What is needed: Using the listing that follows, return every line with the word "street".

··········

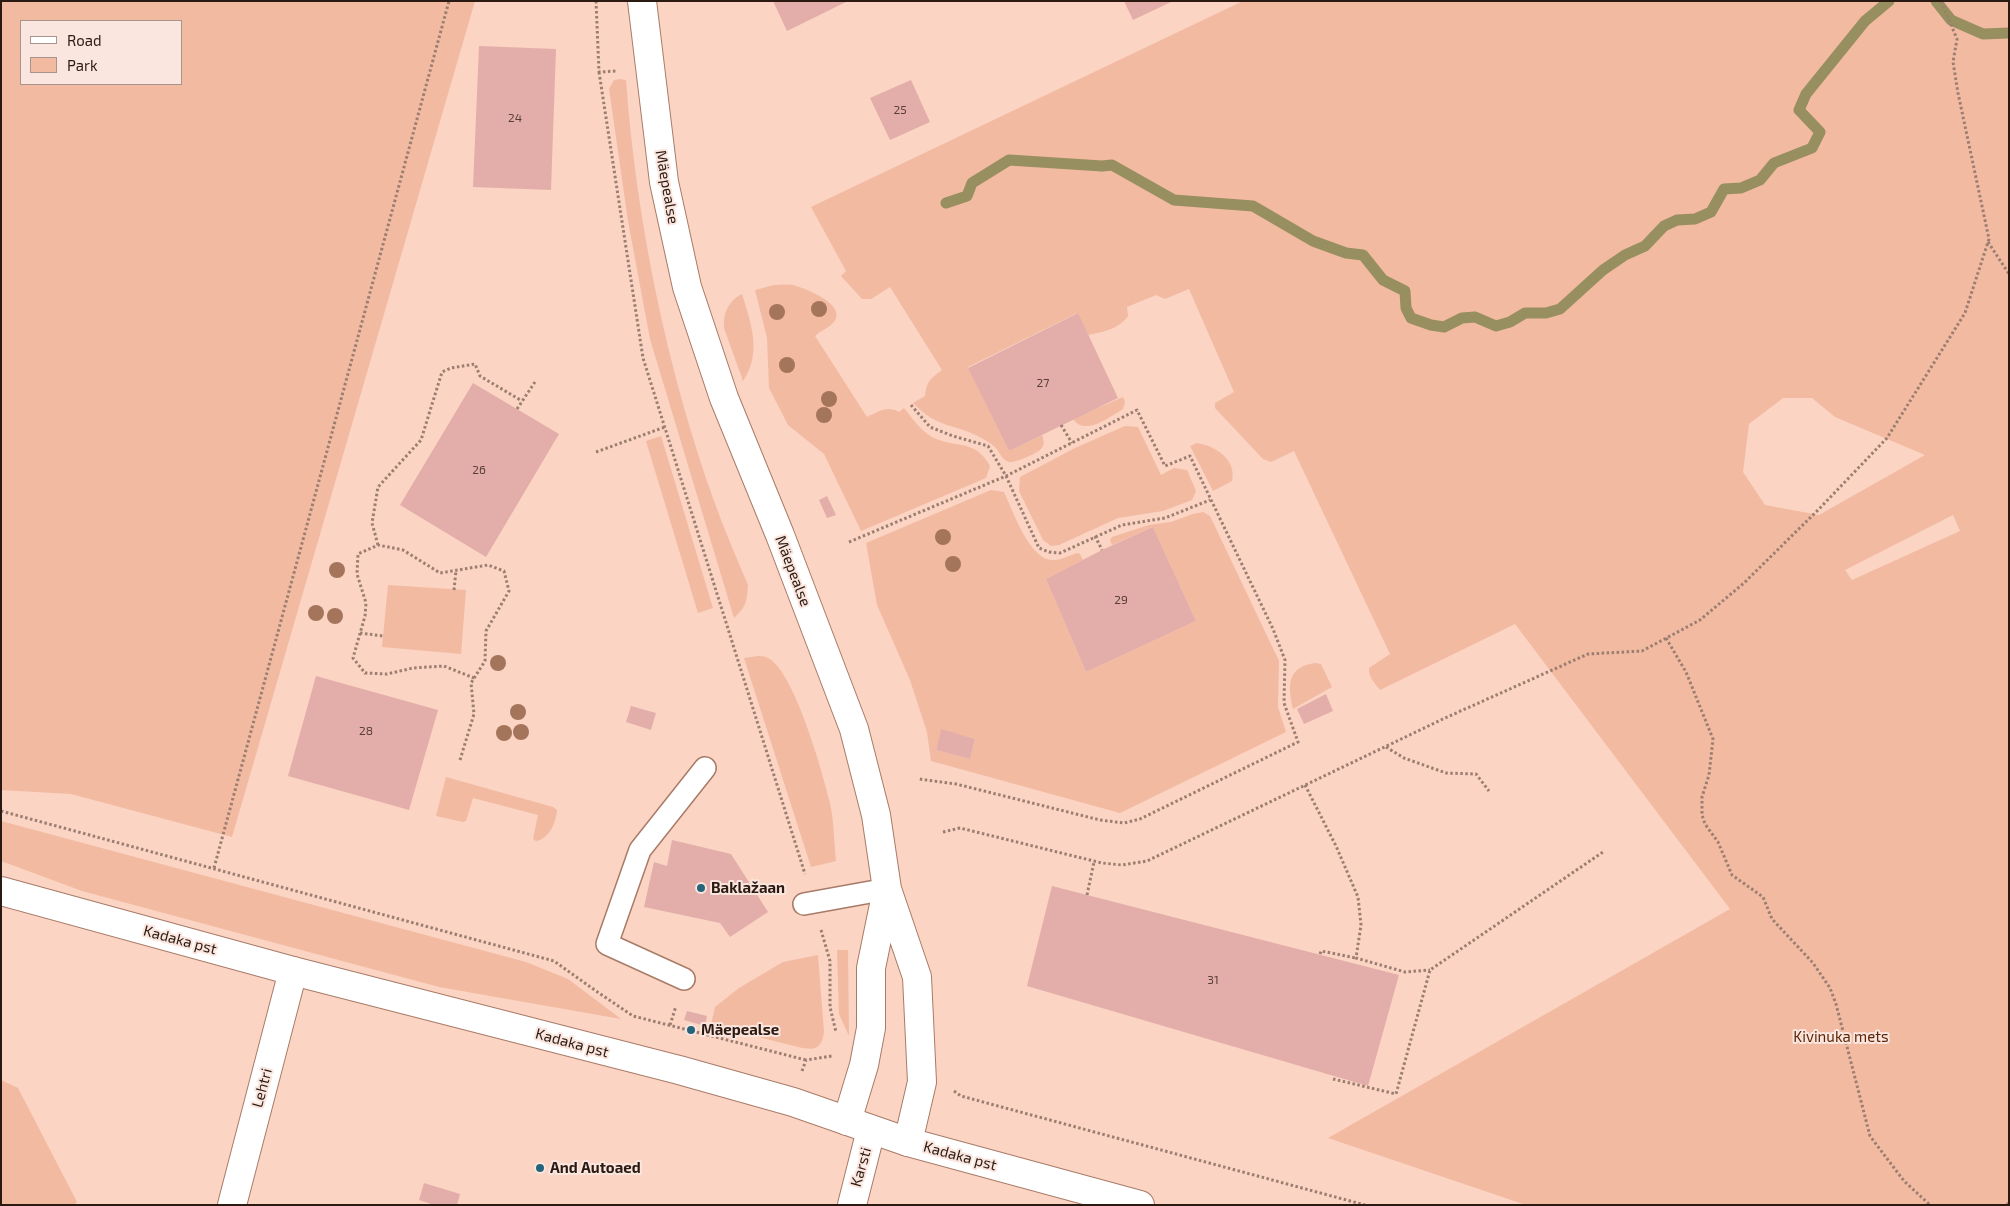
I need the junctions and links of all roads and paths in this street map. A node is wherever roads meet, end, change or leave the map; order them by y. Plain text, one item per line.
1 (449, 1) edge
2 (596, 1) edge
3 (642, 1) edge
4 (1941, 1) edge
5 (625, 71) dead end
6 (598, 72) junction
7 (1988, 240) junction
8 (2009, 274) edge
9 (535, 382) dead end
10 (522, 401) junction
11 (911, 405) dead end
12 (517, 409) dead end
13 (1061, 425) dead end
14 (665, 427) junction
15 (1072, 443) junction
16 (596, 452) dead end
17 (1006, 476) junction
18 (1210, 500) junction
19 (1095, 536) junction
20 (850, 542) dead end
21 (378, 545) junction
22 (1102, 550) dead end
23 (456, 570) junction
24 (454, 590) dead end
25 (360, 634) junction
26 (383, 636) dead end
27 (1666, 638) junction
28 (474, 678) junction
29 (1386, 746) junction
30 (460, 760) dead end
31 (705, 768) dead end
32 (919, 779) dead end
33 (1305, 786) junction
34 (1489, 791) dead end
35 (1, 810) edge
36 (943, 832) dead end
37 (1603, 852) dead end
38 (1094, 862) junction
39 (214, 868) junction
40 (887, 889) junction
41 (1, 891) edge
42 (1087, 895) dead end
43 (808, 904) junction
44 (1320, 954) dead end
45 (1356, 958) junction
46 (1430, 970) junction
47 (292, 971) junction
48 (684, 979) dead end
49 (837, 1036) dead end
50 (833, 1049) dead end
51 (832, 1056) junction
52 (838, 1058) dead end
53 (806, 1060) junction
54 (802, 1071) dead end
55 (1333, 1079) dead end
56 (946, 1089) dead end
57 (859, 1126) junction
58 (908, 1142) junction
59 (232, 1205) edge
60 (852, 1205) edge
61 (1140, 1205) edge
62 (1365, 1205) edge
63 (1930, 1205) edge

1 - 39 path
2 - 6 path
3 - 40 street, Mäepealse
4 - 7 path
5 - 6 path
6 - 14 path
7 - 8 path
7 - 27 path
9 - 10 path
10 - 12 path
10 - 21 path
11 - 17 path
13 - 15 path
14 - 16 path
14 - 43 path
15 - 17 path
15 - 18 path
17 - 19 path
17 - 20 path
18 - 19 path
18 - 32 path
19 - 22 path
21 - 23 path
21 - 25 path
23 - 24 path
23 - 28 path
25 - 26 path
25 - 28 path
27 - 29 path
27 - 63 path
28 - 30 path
29 - 33 path
29 - 34 path
31 - 48 lane
33 - 38 path
33 - 45 path
35 - 39 path
36 - 38 path
37 - 46 path
38 - 42 path
39 - 53 path
40 - 43 lane
40 - 57 street, Karsti
40 - 58 street, Mäepealse
41 - 47 street, Kadaka pst
43 - 49 path
44 - 45 path
45 - 46 path
46 - 55 path
47 - 57 street, Kadaka pst
47 - 59 street, Lehtri
50 - 51 path
51 - 52 path
51 - 53 path
53 - 54 path
56 - 62 path
57 - 58 street, Kadaka pst
57 - 60 street, Karsti
58 - 61 street, Kadaka pst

··········

Response to the exercise:
I need the junctions and links of all roads and paths in this street map. A node is wherever roads meet, end, change or leave the map; order them by y. Plain text, one item per line.
3 - 40 street, Mäepealse
40 - 57 street, Karsti
40 - 58 street, Mäepealse
41 - 47 street, Kadaka pst
47 - 57 street, Kadaka pst
47 - 59 street, Lehtri
57 - 58 street, Kadaka pst
57 - 60 street, Karsti
58 - 61 street, Kadaka pst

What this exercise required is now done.